*DATA SECTION*:

● ● ●

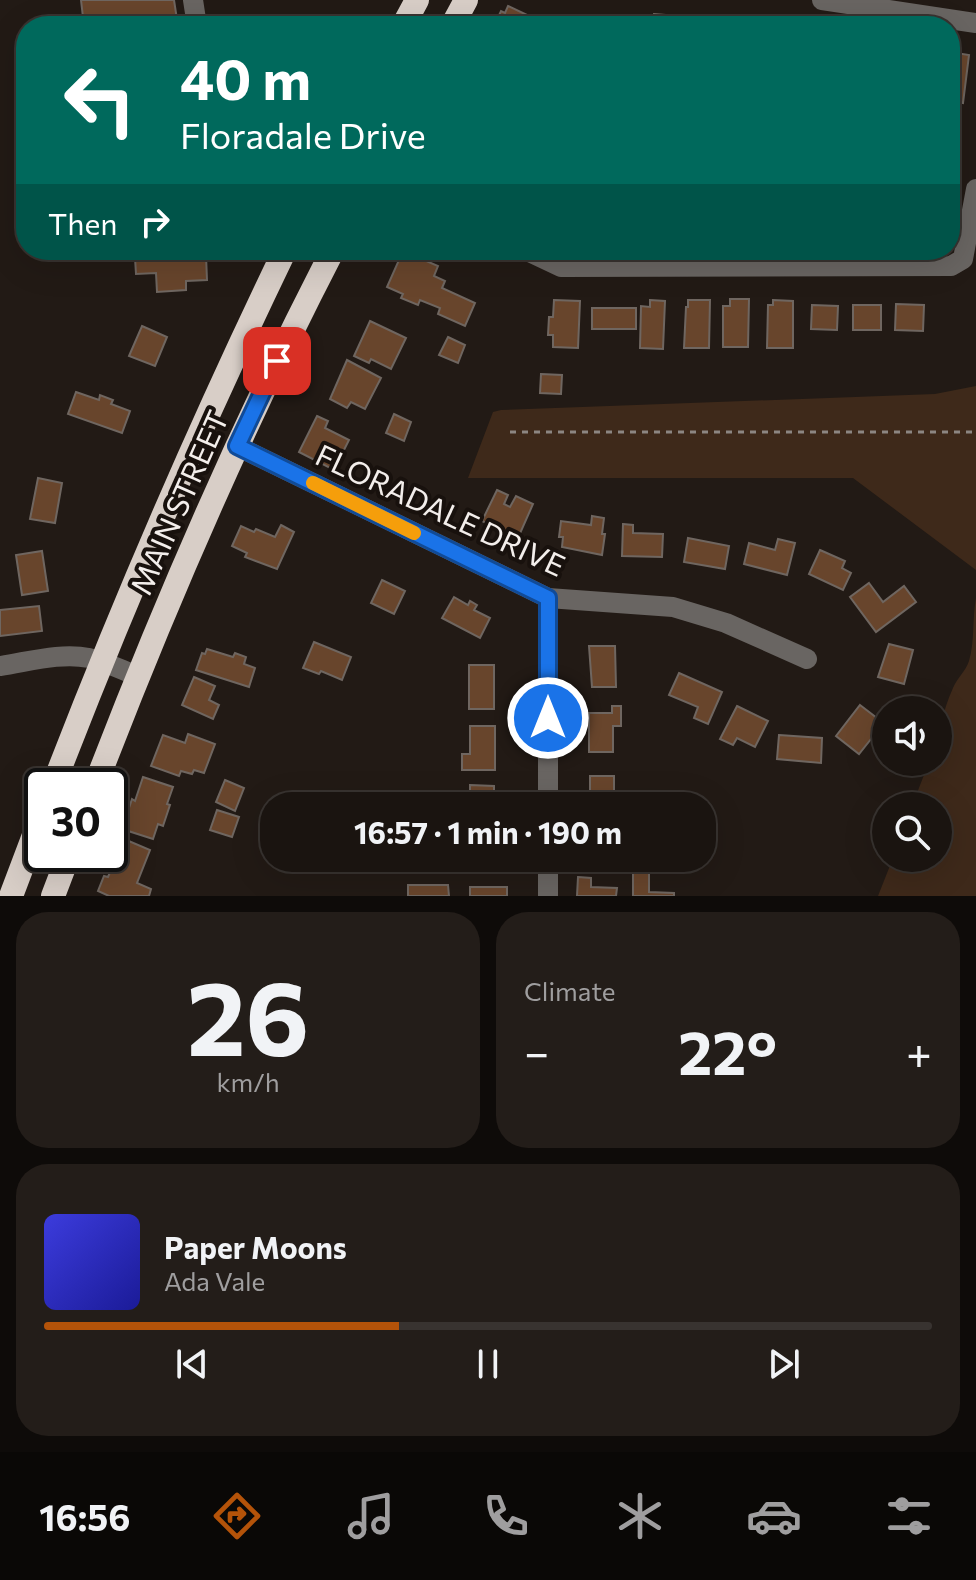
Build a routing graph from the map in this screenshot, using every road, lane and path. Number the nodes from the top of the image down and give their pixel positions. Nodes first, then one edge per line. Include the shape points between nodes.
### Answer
1 (822, 0) edge
2 (929, 16) edge
3 (976, 189) edge
4 (280, 260) edge
5 (328, 260) edge
6 (546, 260) edge
7 (510, 432) dead end
8 (976, 432) edge
9 (237, 446) junction
10 (548, 598) junction
11 (807, 659) dead end
12 (101, 662) junction
13 (0, 666) edge
14 (138, 676) junction
15 (60, 768) edge
16 (102, 768) edge
17 (548, 792) edge
18 (24, 861) edge
19 (20, 871) junction
20 (548, 872) edge
21 (55, 890) edge
22 (11, 896) edge
23 (548, 896) edge

1 - 2 street
3 - 6 street via 963,259 951,266 591,268 561,267
4 - 12 highway, MAIN STREET via 189,454
5 - 9 highway, MAIN STREET
7 - 8 path
9 - 10 street, FLORADALE DRIVE
9 - 14 highway, MAIN STREET
10 - 11 street, FLORADALE DRIVE via 673,607 726,623
10 - 17 street
12 - 13 street via 70,656
12 - 14 street
12 - 15 highway, MAIN STREET
14 - 16 highway, MAIN STREET
18 - 19 highway
19 - 21 highway
19 - 22 highway
20 - 23 street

● ● ●

*ACTION ITEM*:
Write out each entry above once more, exactly as written, and drop the pictures.

*REPLY TO THE TASK*:
Build a routing graph from the map in this screenshot, using every road, lane and path. Number the nodes from the top of the image down and give their pixel positions. Nodes first, then one edge per line. Include the shape points between nodes.
### Answer
1 (822, 0) edge
2 (929, 16) edge
3 (976, 189) edge
4 (280, 260) edge
5 (328, 260) edge
6 (546, 260) edge
7 (510, 432) dead end
8 (976, 432) edge
9 (237, 446) junction
10 (548, 598) junction
11 (807, 659) dead end
12 (101, 662) junction
13 (0, 666) edge
14 (138, 676) junction
15 (60, 768) edge
16 (102, 768) edge
17 (548, 792) edge
18 (24, 861) edge
19 (20, 871) junction
20 (548, 872) edge
21 (55, 890) edge
22 (11, 896) edge
23 (548, 896) edge

1 - 2 street
3 - 6 street via 963,259 951,266 591,268 561,267
4 - 12 highway, MAIN STREET via 189,454
5 - 9 highway, MAIN STREET
7 - 8 path
9 - 10 street, FLORADALE DRIVE
9 - 14 highway, MAIN STREET
10 - 11 street, FLORADALE DRIVE via 673,607 726,623
10 - 17 street
12 - 13 street via 70,656
12 - 14 street
12 - 15 highway, MAIN STREET
14 - 16 highway, MAIN STREET
18 - 19 highway
19 - 21 highway
19 - 22 highway
20 - 23 street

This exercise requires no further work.